Abstract 513: Evaluation of Proinflammatory Effects of Low Dose Angiotensin II Infusion in Intact Female Mice and Adiponectin Deficient Mice

Circulating vasoactive peptide Angiotensin II (ANGII) has a well-known role in the development of hypertension and other cardiovascular diseases. In addition it has significant proinflammatory actions in the vascular wall inducing the production of reactive oxygen species, inflammatory cytokines and adhesion molecules. It has been previously shown that estrogen in female mice protects against ANGII mediated hypertension and against proinflammatory effects. It is not clear if the protective effects of estrogen extend to adiponectin deficient mice. Adiponectin is one of the few peptides secreted by fat to have anti-inflammatory properties. The present study evaluates the effect of chronic ANGII infusion on expression of cytokines in female C57BL/6J and adiponectin deficient mice (adipo-/-). Female mice (24- 28wks), were implanted with osmotic pump containing either ANG II (800 ng/Kg /min) or saline. Blood samples and tissue were collected at the end of 14 days. Plasma levels of TNFalpha and IL6 were measured using enzyme linked immunoabsorbent assay. Renal tissue expression of the cytokines were quantified using real-time PCR (Eppendorf Realplex 4 mastercycler) and SYBR Green ROX mastermix. Plasma TNFα levels were similar in saline infused C57Bl/6J(11±1 pg/ml) and adiponectin deficient mice(10± 1 pg/ml).
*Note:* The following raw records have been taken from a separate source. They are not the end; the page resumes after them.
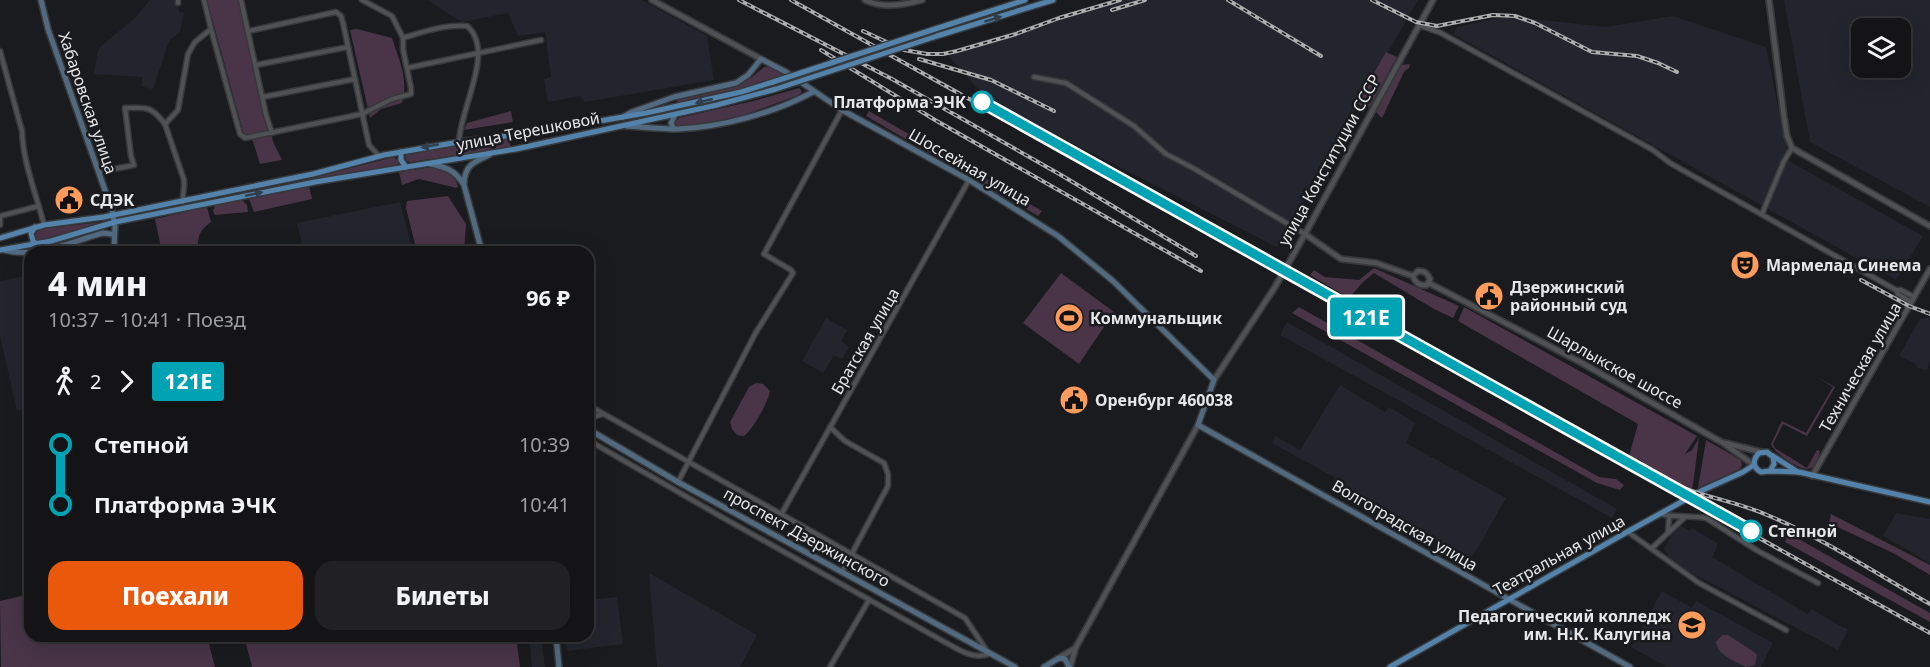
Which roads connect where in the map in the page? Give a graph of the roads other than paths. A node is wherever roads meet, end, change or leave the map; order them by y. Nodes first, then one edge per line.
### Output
1 (40, 0) edge
2 (204, 0) edge
3 (241, 0) edge
4 (362, 0) edge
5 (652, 0) edge
6 (865, 0) edge
7 (922, 0) edge
8 (1025, 0) edge
9 (1053, 0) edge
10 (1432, 0) edge
11 (1769, 0) edge
12 (1419, 25) junction
13 (211, 29) junction
14 (249, 31) junction
15 (936, 33) junction
16 (403, 38) junction
17 (541, 40) dead end
18 (348, 47) junction
19 (0, 51) edge
20 (478, 53) junction
21 (761, 58) junction
22 (256, 64) junction
23 (407, 68) junction
24 (1034, 77) dead end
25 (355, 79) junction
26 (813, 92) junction
27 (263, 97) junction
28 (674, 97) junction
29 (674, 107) junction
30 (842, 110) junction
31 (362, 114) junction
32 (675, 115) junction
33 (622, 118) junction
34 (610, 120) junction
35 (165, 124) junction
36 (624, 126) junction
37 (612, 128) junction
38 (674, 129) junction
39 (272, 133) junction
40 (513, 135) junction
41 (459, 141) junction
42 (1792, 148) junction
43 (516, 149) junction
44 (401, 152) junction
45 (491, 154) junction
46 (379, 156) junction
47 (429, 164) junction
48 (406, 167) junction
49 (99, 172) junction
50 (969, 180) junction
51 (464, 185) junction
52 (183, 202) junction
53 (39, 206) junction
54 (1762, 214) junction
55 (113, 215) junction
56 (0, 216) edge
57 (115, 222) junction
58 (0, 225) edge
59 (44, 225) junction
60 (1930, 226) edge
61 (35, 227) junction
62 (111, 234) junction
63 (1305, 234) junction
64 (0, 238) edge
65 (38, 244) junction
66 (24, 246) edge
67 (26, 246) edge
68 (61, 246) edge
69 (113, 246) edge
70 (114, 246) edge
71 (480, 246) edge
72 (2, 250) edge
73 (24, 251) edge
74 (1930, 269) edge
75 (1413, 276) junction
76 (1429, 283) junction
77 (1913, 299) junction
78 (1214, 380) junction
79 (594, 409) edge
80 (603, 414) junction
81 (594, 418) edge
82 (1198, 425) junction
83 (830, 427) junction
84 (594, 433) edge
85 (594, 443) edge
86 (1722, 443) junction
87 (1761, 452) junction
88 (1772, 455) junction
89 (688, 463) junction
90 (1754, 465) junction
91 (1770, 471) junction
92 (1743, 472) junction
93 (1761, 472) junction
94 (1799, 472) junction
95 (1812, 476) junction
96 (678, 482) junction
97 (1930, 502) edge
98 (782, 513) junction
99 (1660, 514) junction
100 (1669, 516) junction
101 (1684, 518) junction
102 (1627, 532) junction
103 (1668, 534) junction
104 (787, 542) junction
105 (1652, 548) junction
106 (782, 551) junction
107 (852, 552) junction
108 (842, 572) junction
109 (1818, 583) dead end
110 (1508, 599) junction
111 (869, 600) junction
112 (1786, 630) dead end
113 (557, 642) edge
114 (1076, 647) junction
115 (989, 654) junction
116 (1059, 658) junction
117 (1617, 660) junction
118 (559, 667) edge
119 (830, 667) edge
120 (1014, 667) edge
121 (1044, 667) edge
122 (1069, 667) edge
123 (1390, 667) edge
124 (1613, 667) edge
125 (1630, 667) edge

1 - 49 main road, Хабаровская улица
2 - 13 street
3 - 14 street
4 - 16 street
5 - 21 street, Шоссейная улица
6 - 7 street
8 - 15 main road, улица Терешковой
15 -> 9 main road, улица Терешковой
10 - 12 street, улица Конституции СССР
11 - 42 street
12 - 54 street
12 - 63 street, улица Конституции СССР
13 - 35 street
13 - 39 street
14 - 18 street
14 - 22 street
15 -> 29 main road, улица Терешковой, bridge
15 - 32 main road, улица Терешковой, bridge
16 - 20 street
16 - 23 street
17 - 20 street
18 - 22 street
18 - 25 street
19 - 53 street
20 - 23 street
20 - 41 street
21 - 26 main road, Шоссейная улица
21 - 28 main road
22 - 27 street
23 - 31 street
24 - 63 street
25 - 27 street
25 - 31 street
26 - 30 main road, Шоссейная улица
26 - 38 main road
27 - 39 street
28 - 29 main road
28 - 33 main road
29 - 33 main road, улица Терешковой
30 - 50 main road, Шоссейная улица
30 - 89 street
31 - 39 street
31 - 46 street
32 - 36 main road, улица Терешковой
32 - 38 main road
33 - 34 main road, улица Терешковой
34 - 37 main road
34 - 40 main road, улица Терешковой
35 - 49 street
35 - 52 street
36 - 37 main road, улица Терешковой
36 - 38 main road
37 - 43 main road, улица Терешковой
40 - 41 main road, улица Терешковой
40 - 43 main road
41 -> 44 main road, улица Терешковой
42 - 54 street
42 - 60 street
43 - 45 main road, улица Терешковой
44 - 46 main road, улица Терешковой
44 - 48 main road
45 - 47 main road, улица Терешковой
45 - 51 main road
46 - 52 main road, улица Терешковой
47 - 48 main road, улица Терешковой
47 - 51 main road
57 -> 48 main road, улица Терешковой
49 - 55 main road, Хабаровская улица
50 - 78 main road, Шоссейная улица
50 - 83 street, Братская улица
51 - 71 main road
52 - 55 main road, улица Терешковой
53 - 56 street
53 - 59 street
54 - 77 street
55 - 57 main road, Хабаровская улица
55 - 59 main road, улица Терешковой
56 - 58 street
57 - 62 main road
57 - 65 main road, улица Терешковой
57 - 70 main road, Хабаровская улица
59 - 61 main road, улица Терешковой
61 - 64 main road, улица Терешковой
61 - 65 main road
62 - 68 main road
62 - 69 main road
63 - 75 street
63 - 78 street, улица Конституции СССР, bridge
65 - 67 main road, улица Терешковой
66 - 72 main road, улица Терешковой
72 - 73 main road
74 - 77 street, Техническая улица
75 - 76 street
75 - 76 street
76 - 86 street, Шарлыкское шоссе
77 - 95 street, Техническая улица
78 - 82 main road, улица Конституции СССР
79 - 80 street
80 - 81 street
80 - 89 street
82 - 110 main road, Волгоградская улица
82 - 114 street, улица Конституции СССР
83 - 98 street, Братская улица
83 - 107 street
84 - 96 main road, проспект Дзержинского
85 - 106 street
86 - 87 street, Шарлыкское шоссе
86 - 90 street, Шарлыкское шоссе
87 - 88 main road
87 - 90 main road
88 - 91 main road
88 - 94 main road
89 - 96 street
89 - 98 street
90 - 92 main road, Театральная улица
90 - 93 main road
91 - 93 main road
91 - 94 main road
92 - 93 main road, Театральная улица
92 - 99 main road, Театральная улица
94 - 95 main road
95 - 97 main road
96 - 104 main road, проспект Дзержинского
98 - 107 street
99 - 100 street
99 - 102 main road, Театральная улица
100 - 101 street
100 - 103 street
101 - 103 street
101 - 109 street
102 - 105 street
102 - 110 main road, Театральная улица
103 - 105 street
104 - 106 street
104 - 108 main road, проспект Дзержинского
105 - 112 street
106 - 111 street
107 - 108 street
107 - 115 street
108 - 115 main road, проспект Дзержинского
110 - 117 main road, Волгоградская улица
110 - 123 main road, Театральная улица
111 - 115 street
111 - 119 street
113 - 118 main road
114 - 116 street, улица Конституции СССР
114 - 122 street, улица Конституции СССР
115 - 120 main road, проспект Дзержинского
116 - 121 main road
116 - 122 main road
117 - 124 street
117 - 125 main road, Волгоградская улица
ANGII did not significantly increase TNFα in the control(14±3 pg/ml) or adipo-/- mice(13+1 pg/ml). Plasma IL6 levels were also not significantly different in the two groups. A microarray for mRNA expression of markers of endothelial activation and adhesion molecules was also performed in the renal tissue. Preliminary data show that TNFalpha mRNA expression levels were not increased by ANG II infusion and IL6 expression was undetectable. ANGII also did not alter E-Selectin,VCAM1, Collagen1a1 and eNOS expression. In conclusion, ANGII infusion did not result in a proinflammatory milieu in both female C57BL/6J and Adipo -/- mice.